[WORK ITEM]:
Copy out all the entries word for word.

Start of DATA EXCERPTS

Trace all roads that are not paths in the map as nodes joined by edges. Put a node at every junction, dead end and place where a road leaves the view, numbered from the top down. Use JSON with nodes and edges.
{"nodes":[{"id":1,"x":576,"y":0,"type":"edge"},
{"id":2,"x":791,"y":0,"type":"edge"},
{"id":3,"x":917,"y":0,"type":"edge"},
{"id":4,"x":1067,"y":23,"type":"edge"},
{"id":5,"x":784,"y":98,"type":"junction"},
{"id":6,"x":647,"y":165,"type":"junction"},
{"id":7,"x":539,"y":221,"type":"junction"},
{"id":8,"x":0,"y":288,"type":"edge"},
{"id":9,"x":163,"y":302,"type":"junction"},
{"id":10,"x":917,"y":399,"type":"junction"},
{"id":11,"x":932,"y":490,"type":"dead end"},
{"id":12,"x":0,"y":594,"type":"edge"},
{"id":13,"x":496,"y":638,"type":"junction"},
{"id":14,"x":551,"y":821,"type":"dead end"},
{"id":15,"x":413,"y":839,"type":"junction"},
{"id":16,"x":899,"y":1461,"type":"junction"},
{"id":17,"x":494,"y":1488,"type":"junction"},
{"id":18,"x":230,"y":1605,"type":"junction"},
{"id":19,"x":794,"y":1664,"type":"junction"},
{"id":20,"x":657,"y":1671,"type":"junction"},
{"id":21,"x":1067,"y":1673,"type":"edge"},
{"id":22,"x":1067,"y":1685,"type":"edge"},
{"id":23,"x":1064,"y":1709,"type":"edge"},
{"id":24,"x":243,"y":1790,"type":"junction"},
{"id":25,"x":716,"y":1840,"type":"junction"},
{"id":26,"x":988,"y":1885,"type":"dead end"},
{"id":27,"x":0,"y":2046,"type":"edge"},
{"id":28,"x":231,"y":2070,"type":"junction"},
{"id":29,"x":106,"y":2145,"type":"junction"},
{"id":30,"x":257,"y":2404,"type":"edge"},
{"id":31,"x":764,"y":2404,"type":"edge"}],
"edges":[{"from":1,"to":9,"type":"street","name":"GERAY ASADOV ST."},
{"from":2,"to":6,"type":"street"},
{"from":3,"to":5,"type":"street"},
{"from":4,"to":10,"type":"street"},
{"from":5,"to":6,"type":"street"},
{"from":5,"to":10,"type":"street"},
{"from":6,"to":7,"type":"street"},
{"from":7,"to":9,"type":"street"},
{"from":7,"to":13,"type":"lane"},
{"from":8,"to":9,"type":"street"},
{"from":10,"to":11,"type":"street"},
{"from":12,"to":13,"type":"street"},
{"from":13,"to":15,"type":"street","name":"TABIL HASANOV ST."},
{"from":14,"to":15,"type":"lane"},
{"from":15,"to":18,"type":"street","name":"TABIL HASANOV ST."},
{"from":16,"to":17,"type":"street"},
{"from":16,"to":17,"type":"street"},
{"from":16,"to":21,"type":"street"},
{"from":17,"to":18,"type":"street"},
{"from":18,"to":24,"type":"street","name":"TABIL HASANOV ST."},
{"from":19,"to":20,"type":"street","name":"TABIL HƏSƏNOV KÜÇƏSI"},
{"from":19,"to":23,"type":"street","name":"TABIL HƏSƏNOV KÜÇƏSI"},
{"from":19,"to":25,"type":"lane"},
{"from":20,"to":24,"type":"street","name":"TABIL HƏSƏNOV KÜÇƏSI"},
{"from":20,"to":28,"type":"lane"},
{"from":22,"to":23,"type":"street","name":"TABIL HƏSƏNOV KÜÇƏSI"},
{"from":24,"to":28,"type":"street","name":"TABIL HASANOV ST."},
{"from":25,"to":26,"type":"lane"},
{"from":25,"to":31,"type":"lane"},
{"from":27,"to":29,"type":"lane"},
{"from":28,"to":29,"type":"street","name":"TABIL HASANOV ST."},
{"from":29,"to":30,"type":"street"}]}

End of DATA EXCERPTS

[RESULT OF THIS TASK]:
Trace all roads that are not paths in the map as nodes joined by edges. Put a node at every junction, dead end and place where a road leaves the view, numbered from the top down. Use JSON with nodes and edges.
{"nodes":[{"id":1,"x":576,"y":0,"type":"edge"},
{"id":2,"x":791,"y":0,"type":"edge"},
{"id":3,"x":917,"y":0,"type":"edge"},
{"id":4,"x":1067,"y":23,"type":"edge"},
{"id":5,"x":784,"y":98,"type":"junction"},
{"id":6,"x":647,"y":165,"type":"junction"},
{"id":7,"x":539,"y":221,"type":"junction"},
{"id":8,"x":0,"y":288,"type":"edge"},
{"id":9,"x":163,"y":302,"type":"junction"},
{"id":10,"x":917,"y":399,"type":"junction"},
{"id":11,"x":932,"y":490,"type":"dead end"},
{"id":12,"x":0,"y":594,"type":"edge"},
{"id":13,"x":496,"y":638,"type":"junction"},
{"id":14,"x":551,"y":821,"type":"dead end"},
{"id":15,"x":413,"y":839,"type":"junction"},
{"id":16,"x":899,"y":1461,"type":"junction"},
{"id":17,"x":494,"y":1488,"type":"junction"},
{"id":18,"x":230,"y":1605,"type":"junction"},
{"id":19,"x":794,"y":1664,"type":"junction"},
{"id":20,"x":657,"y":1671,"type":"junction"},
{"id":21,"x":1067,"y":1673,"type":"edge"},
{"id":22,"x":1067,"y":1685,"type":"edge"},
{"id":23,"x":1064,"y":1709,"type":"edge"},
{"id":24,"x":243,"y":1790,"type":"junction"},
{"id":25,"x":716,"y":1840,"type":"junction"},
{"id":26,"x":988,"y":1885,"type":"dead end"},
{"id":27,"x":0,"y":2046,"type":"edge"},
{"id":28,"x":231,"y":2070,"type":"junction"},
{"id":29,"x":106,"y":2145,"type":"junction"},
{"id":30,"x":257,"y":2404,"type":"edge"},
{"id":31,"x":764,"y":2404,"type":"edge"}],
"edges":[{"from":1,"to":9,"type":"street","name":"GERAY ASADOV ST."},
{"from":2,"to":6,"type":"street"},
{"from":3,"to":5,"type":"street"},
{"from":4,"to":10,"type":"street"},
{"from":5,"to":6,"type":"street"},
{"from":5,"to":10,"type":"street"},
{"from":6,"to":7,"type":"street"},
{"from":7,"to":9,"type":"street"},
{"from":7,"to":13,"type":"lane"},
{"from":8,"to":9,"type":"street"},
{"from":10,"to":11,"type":"street"},
{"from":12,"to":13,"type":"street"},
{"from":13,"to":15,"type":"street","name":"TABIL HASANOV ST."},
{"from":14,"to":15,"type":"lane"},
{"from":15,"to":18,"type":"street","name":"TABIL HASANOV ST."},
{"from":16,"to":17,"type":"street"},
{"from":16,"to":17,"type":"street"},
{"from":16,"to":21,"type":"street"},
{"from":17,"to":18,"type":"street"},
{"from":18,"to":24,"type":"street","name":"TABIL HASANOV ST."},
{"from":19,"to":20,"type":"street","name":"TABIL HƏSƏNOV KÜÇƏSI"},
{"from":19,"to":23,"type":"street","name":"TABIL HƏSƏNOV KÜÇƏSI"},
{"from":19,"to":25,"type":"lane"},
{"from":20,"to":24,"type":"street","name":"TABIL HƏSƏNOV KÜÇƏSI"},
{"from":20,"to":28,"type":"lane"},
{"from":22,"to":23,"type":"street","name":"TABIL HƏSƏNOV KÜÇƏSI"},
{"from":24,"to":28,"type":"street","name":"TABIL HASANOV ST."},
{"from":25,"to":26,"type":"lane"},
{"from":25,"to":31,"type":"lane"},
{"from":27,"to":29,"type":"lane"},
{"from":28,"to":29,"type":"street","name":"TABIL HASANOV ST."},
{"from":29,"to":30,"type":"street"}]}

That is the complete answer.